BEGIN
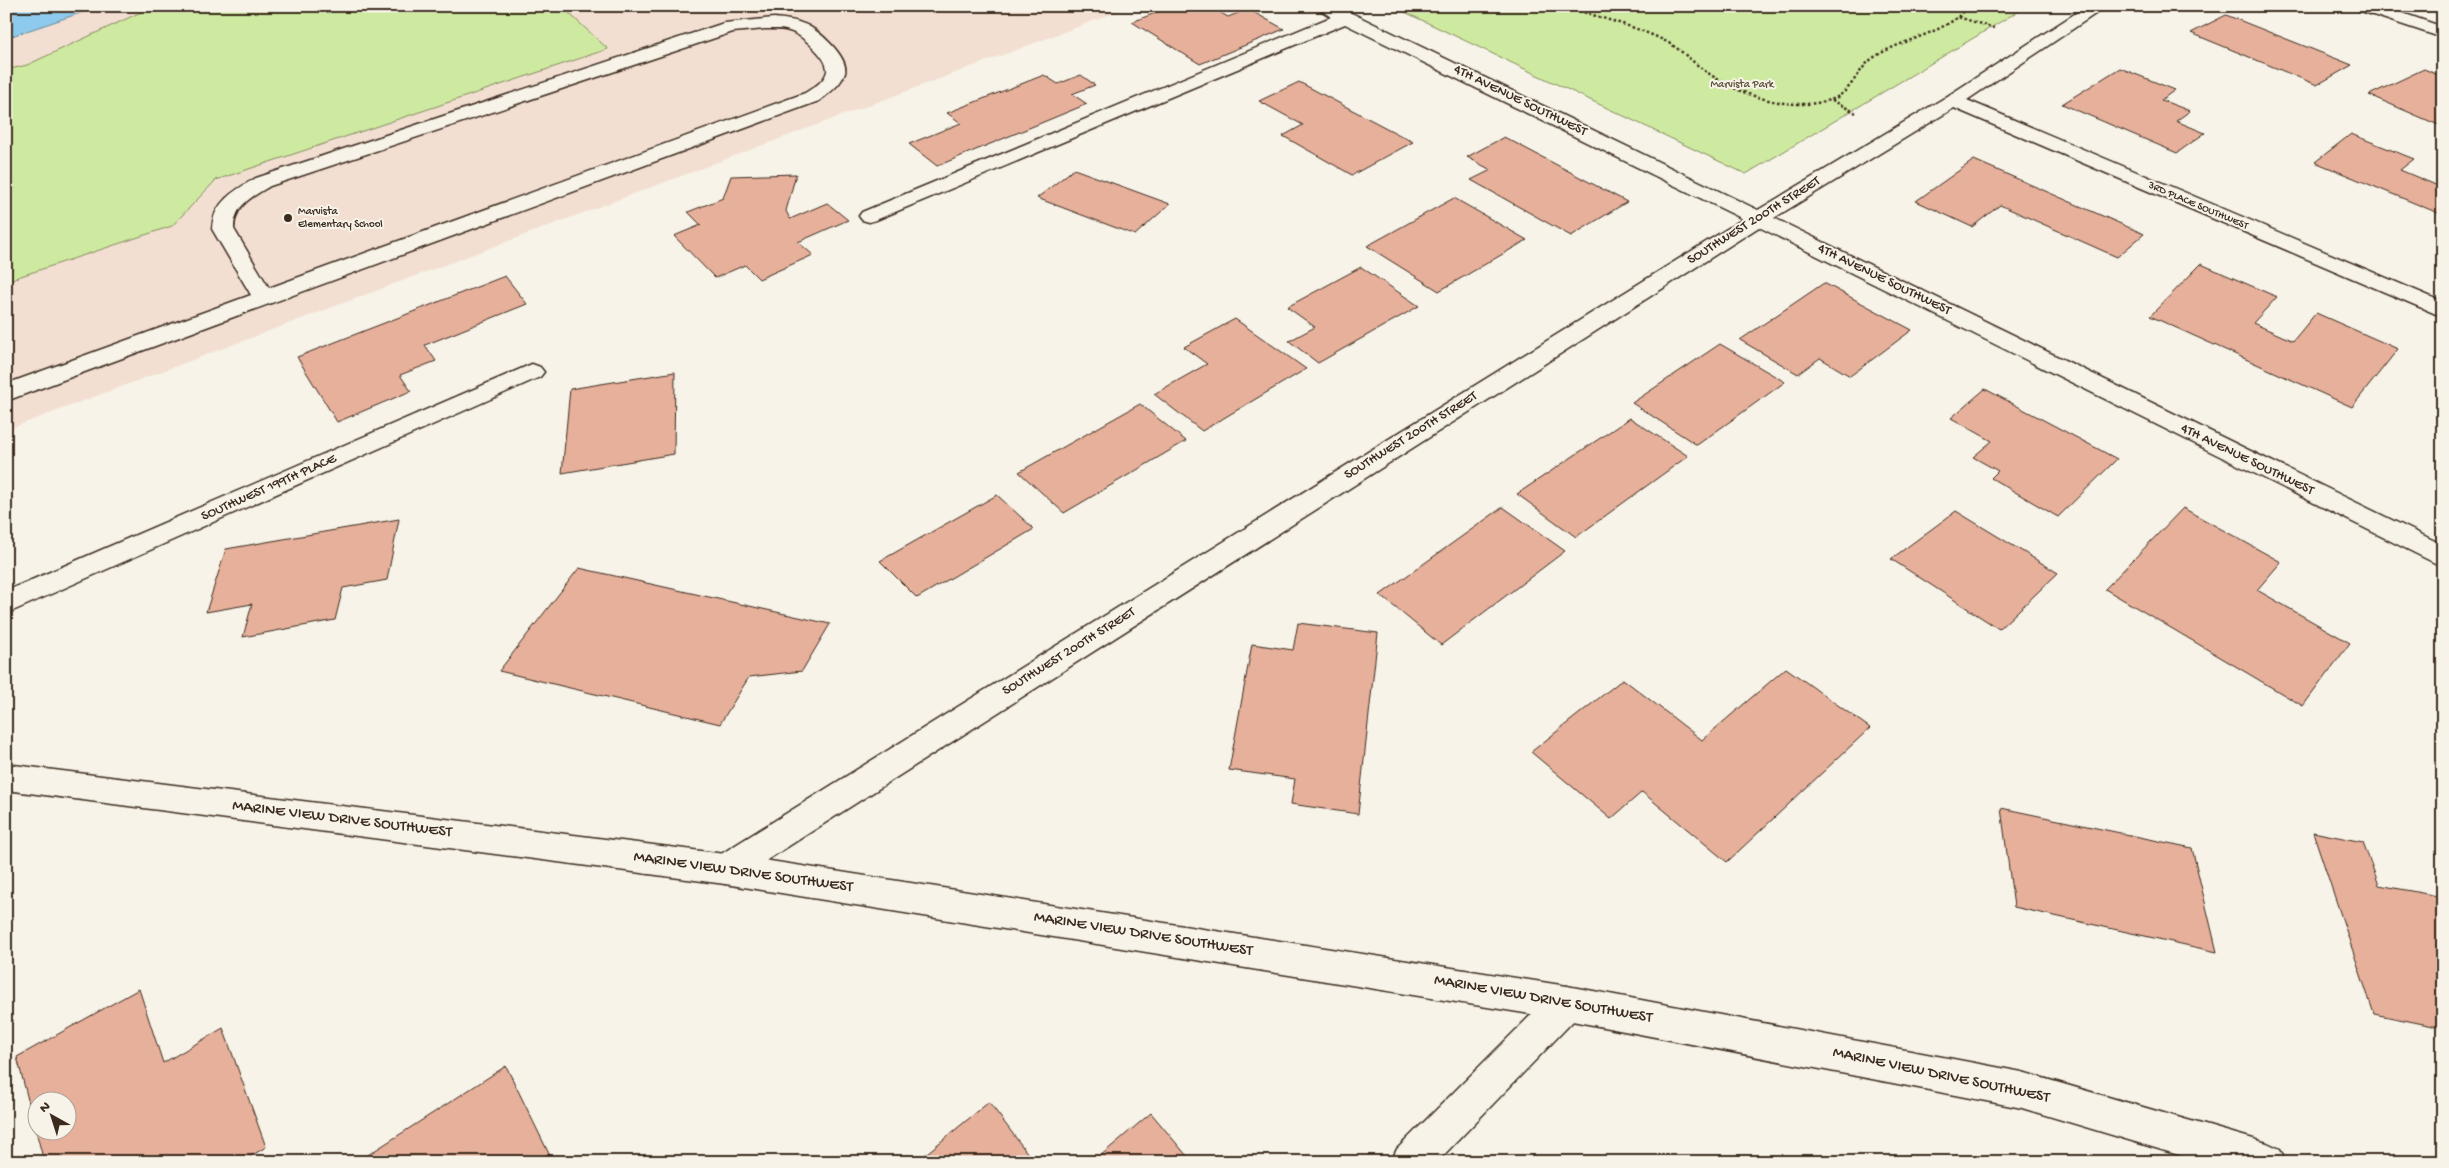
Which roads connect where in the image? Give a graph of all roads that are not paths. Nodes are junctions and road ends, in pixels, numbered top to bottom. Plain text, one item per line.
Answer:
1 (1323, 6) edge
2 (2099, 6) edge
3 (2364, 6) edge
4 (1346, 17) junction
5 (2443, 33) edge
6 (1953, 101) junction
7 (869, 216) dead end
8 (1758, 218) junction
9 (264, 298) junction
10 (2443, 310) edge
11 (532, 372) dead end
12 (6, 393) edge
13 (2443, 557) edge
14 (6, 603) edge
15 (6, 777) edge
16 (725, 869) junction
17 (1567, 1003) junction
18 (1410, 1162) edge
19 (2268, 1162) edge

1 - 4 street, 4TH AVENUE SOUTHWEST
2 - 6 street, SOUTHWEST 200TH STREET
3 - 5 street
4 - 7 street
4 - 8 street, 4TH AVENUE SOUTHWEST
6 - 8 street, SOUTHWEST 200TH STREET
6 - 10 street, 3RD PLACE SOUTHWEST
8 - 13 street, 4TH AVENUE SOUTHWEST
8 - 16 street, SOUTHWEST 200TH STREET
9 - 9 street
9 - 12 street
11 - 14 street, SOUTHWEST 199TH PLACE
15 - 16 street, MARINE VIEW DRIVE SOUTHWEST
16 - 17 street, MARINE VIEW DRIVE SOUTHWEST
17 - 18 street
17 - 19 street, MARINE VIEW DRIVE SOUTHWEST

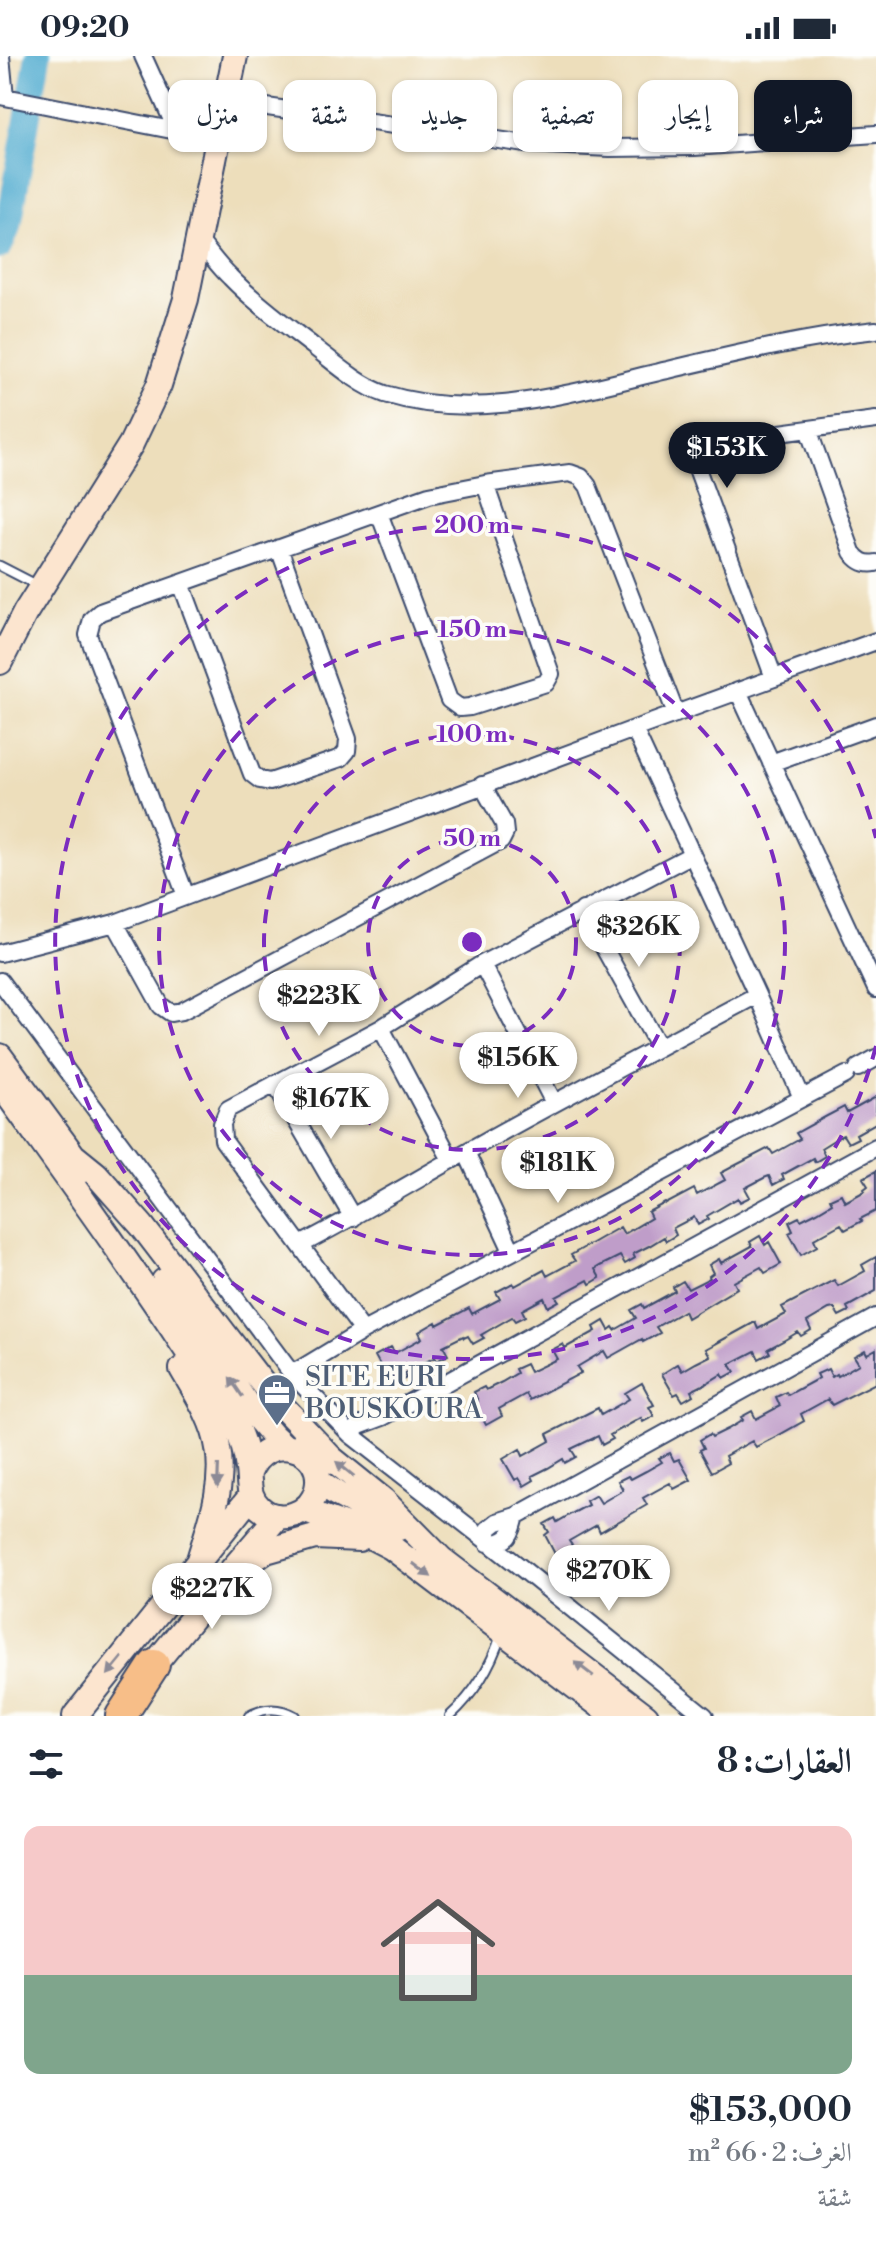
END
**Prompt**
Would you copy every entry exactly as it stands, leaving out the pictures?

**Written answer**
Which roads connect where in the image? Give a graph of all roads that are not paths. Nodes are junctions and road ends, in pixels, numbered top to bottom. Plain text, one item per line.
Answer:
1 (1323, 6) edge
2 (2099, 6) edge
3 (2364, 6) edge
4 (1346, 17) junction
5 (2443, 33) edge
6 (1953, 101) junction
7 (869, 216) dead end
8 (1758, 218) junction
9 (264, 298) junction
10 (2443, 310) edge
11 (532, 372) dead end
12 (6, 393) edge
13 (2443, 557) edge
14 (6, 603) edge
15 (6, 777) edge
16 (725, 869) junction
17 (1567, 1003) junction
18 (1410, 1162) edge
19 (2268, 1162) edge

1 - 4 street, 4TH AVENUE SOUTHWEST
2 - 6 street, SOUTHWEST 200TH STREET
3 - 5 street
4 - 7 street
4 - 8 street, 4TH AVENUE SOUTHWEST
6 - 8 street, SOUTHWEST 200TH STREET
6 - 10 street, 3RD PLACE SOUTHWEST
8 - 13 street, 4TH AVENUE SOUTHWEST
8 - 16 street, SOUTHWEST 200TH STREET
9 - 9 street
9 - 12 street
11 - 14 street, SOUTHWEST 199TH PLACE
15 - 16 street, MARINE VIEW DRIVE SOUTHWEST
16 - 17 street, MARINE VIEW DRIVE SOUTHWEST
17 - 18 street
17 - 19 street, MARINE VIEW DRIVE SOUTHWEST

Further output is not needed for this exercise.